### [The problem]
Copy out exactly every line from the line containing "Digitize the connectivity" until the records below end, inclusive of both boundary lines.

(Dataset records)
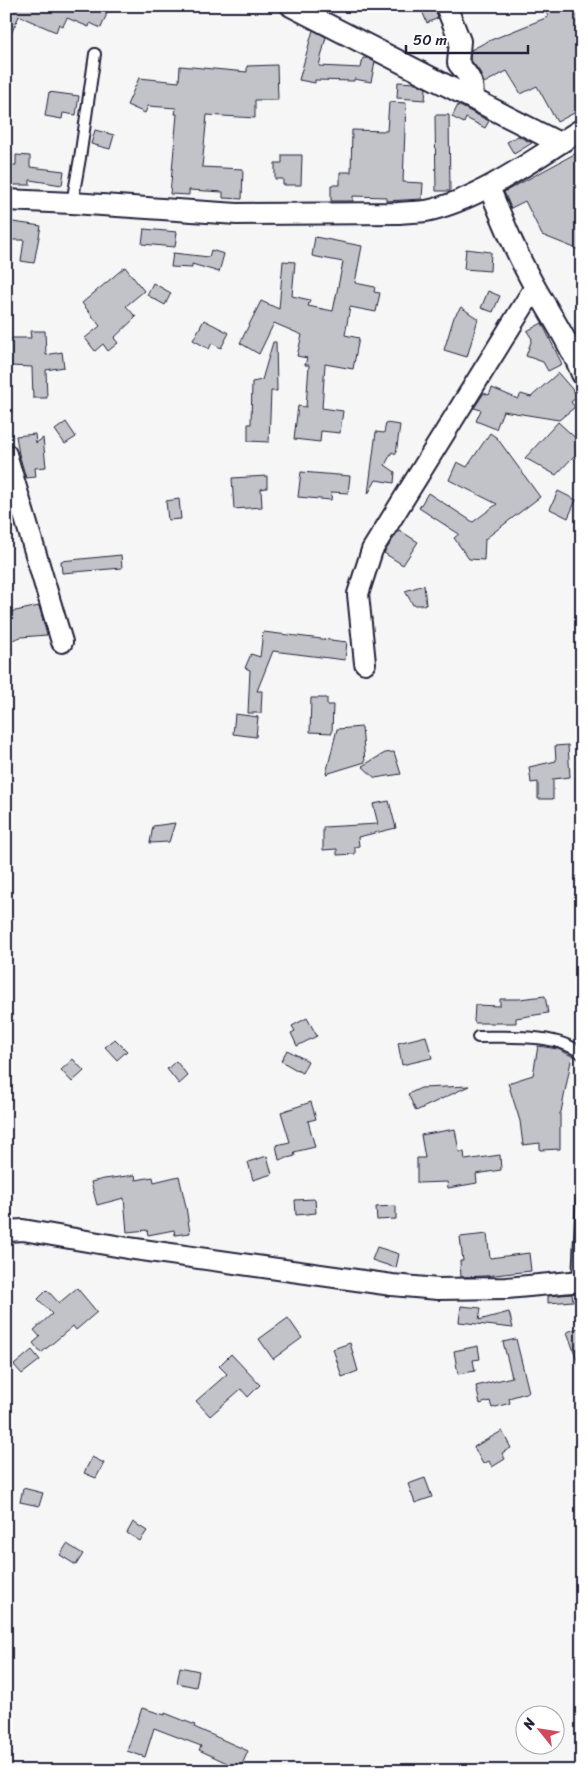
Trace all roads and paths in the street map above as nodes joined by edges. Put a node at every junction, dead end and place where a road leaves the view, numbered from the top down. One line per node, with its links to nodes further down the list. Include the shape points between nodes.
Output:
1 (291, 6): 4 (street)
2 (446, 6): 4 (street, via 460,41 458,63 471,80)
3 (94, 54): 9 (lane)
4 (472, 97): 6 (street)
5 (582, 129): 6 (street)
6 (559, 143): 7 (street)
7 (489, 186): 9 (street, via 451,204 426,211 399,213 237,214); 10 (street, via 503,223)
8 (6, 200): 9 (street)
9 (72, 203)
10 (535, 287): 11 (street, via 573,352); 14 (street, via 372,550 358,594)
11 (582, 374)
12 (6, 454): 13 (street)
13 (62, 642)
14 (365, 663)
15 (478, 1037): 16 (lane, via 544,1039 575,1048)
16 (582, 1054)
17 (582, 1193): 19 (lane)
18 (6, 1231): 19 (street, via 23,1230 392,1285 438,1289 507,1288)
19 (580, 1281)

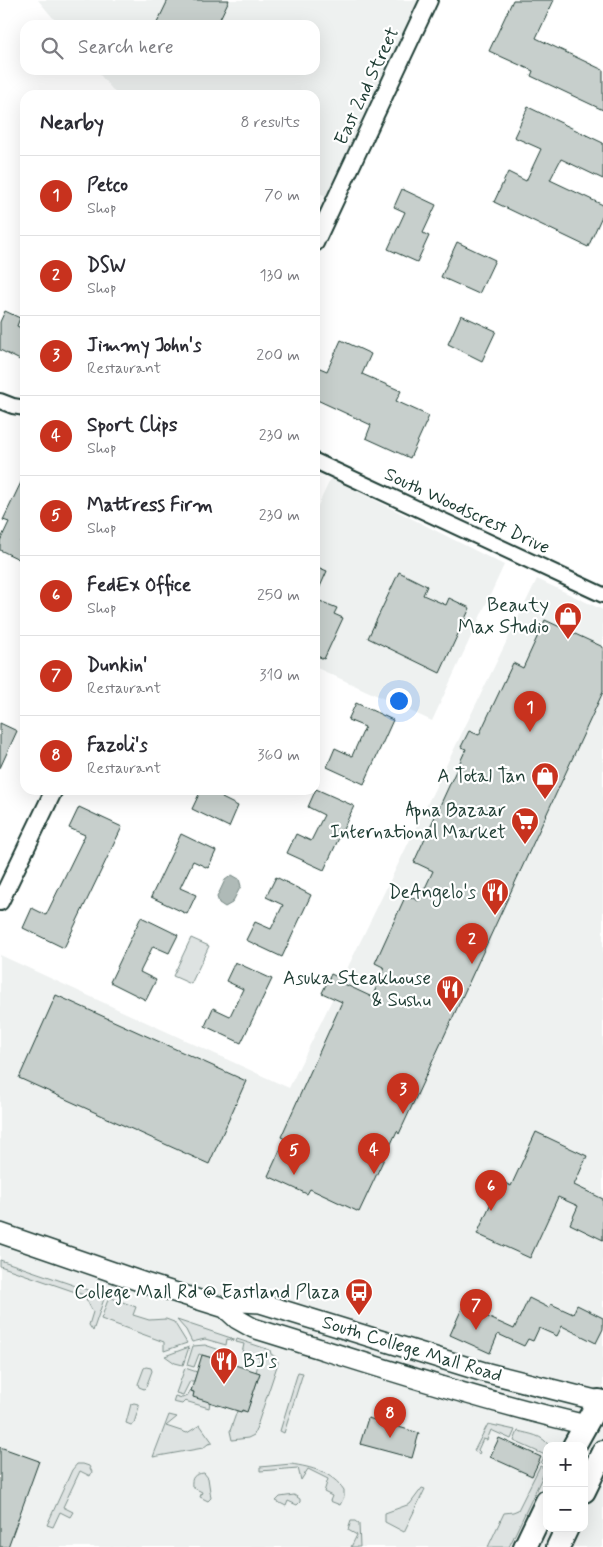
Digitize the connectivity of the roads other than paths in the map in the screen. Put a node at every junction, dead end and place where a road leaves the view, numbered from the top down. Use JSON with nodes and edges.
{"nodes":[{"id":1,"x":429,"y":0,"type":"edge"},
{"id":2,"x":320,"y":232,"type":"edge"},
{"id":3,"x":0,"y":401,"type":"edge"},
{"id":4,"x":20,"y":407,"type":"edge"},
{"id":5,"x":320,"y":463,"type":"edge"},
{"id":6,"x":603,"y":595,"type":"edge"},
{"id":7,"x":52,"y":795,"type":"edge"},
{"id":8,"x":0,"y":902,"type":"edge"},
{"id":9,"x":0,"y":1234,"type":"edge"},
{"id":10,"x":225,"y":1308,"type":"junction"},
{"id":11,"x":601,"y":1401,"type":"edge"},
{"id":12,"x":595,"y":1426,"type":"edge"},
{"id":13,"x":578,"y":1442,"type":"edge"},
{"id":14,"x":603,"y":1452,"type":"edge"},
{"id":15,"x":586,"y":1487,"type":"edge"},
{"id":16,"x":543,"y":1509,"type":"edge"},
{"id":17,"x":565,"y":1532,"type":"edge"},
{"id":18,"x":525,"y":1547,"type":"edge"},
{"id":19,"x":558,"y":1547,"type":"edge"}],
"edges":[{"from":1,"to":2,"type":"street","name":"East 2nd Street"},
{"from":3,"to":4,"type":"street"},
{"from":5,"to":6,"type":"street","name":"South Woodscrest Drive"},
{"from":7,"to":8,"type":"street"},
{"from":9,"to":10,"type":"main road","name":"South College Mall Road"},
{"from":10,"to":11,"type":"main road","name":"South College Mall Road"},
{"from":10,"to":12,"type":"main road","name":"South College Mall Road"},
{"from":11,"to":12,"type":"highway"},
{"from":12,"to":13,"type":"highway"},
{"from":14,"to":15,"type":"highway"},
{"from":16,"to":18,"type":"highway"},
{"from":17,"to":19,"type":"highway"}]}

### [Exercise result]
Digitize the connectivity of the roads other than paths in the map in the screen. Put a node at every junction, dead end and place where a road leaves the view, numbered from the top down. Use JSON with nodes and edges.
{"nodes":[{"id":1,"x":429,"y":0,"type":"edge"},
{"id":2,"x":320,"y":232,"type":"edge"},
{"id":3,"x":0,"y":401,"type":"edge"},
{"id":4,"x":20,"y":407,"type":"edge"},
{"id":5,"x":320,"y":463,"type":"edge"},
{"id":6,"x":603,"y":595,"type":"edge"},
{"id":7,"x":52,"y":795,"type":"edge"},
{"id":8,"x":0,"y":902,"type":"edge"},
{"id":9,"x":0,"y":1234,"type":"edge"},
{"id":10,"x":225,"y":1308,"type":"junction"},
{"id":11,"x":601,"y":1401,"type":"edge"},
{"id":12,"x":595,"y":1426,"type":"edge"},
{"id":13,"x":578,"y":1442,"type":"edge"},
{"id":14,"x":603,"y":1452,"type":"edge"},
{"id":15,"x":586,"y":1487,"type":"edge"},
{"id":16,"x":543,"y":1509,"type":"edge"},
{"id":17,"x":565,"y":1532,"type":"edge"},
{"id":18,"x":525,"y":1547,"type":"edge"},
{"id":19,"x":558,"y":1547,"type":"edge"}],
"edges":[{"from":1,"to":2,"type":"street","name":"East 2nd Street"},
{"from":3,"to":4,"type":"street"},
{"from":5,"to":6,"type":"street","name":"South Woodscrest Drive"},
{"from":7,"to":8,"type":"street"},
{"from":9,"to":10,"type":"main road","name":"South College Mall Road"},
{"from":10,"to":11,"type":"main road","name":"South College Mall Road"},
{"from":10,"to":12,"type":"main road","name":"South College Mall Road"},
{"from":11,"to":12,"type":"highway"},
{"from":12,"to":13,"type":"highway"},
{"from":14,"to":15,"type":"highway"},
{"from":16,"to":18,"type":"highway"},
{"from":17,"to":19,"type":"highway"}]}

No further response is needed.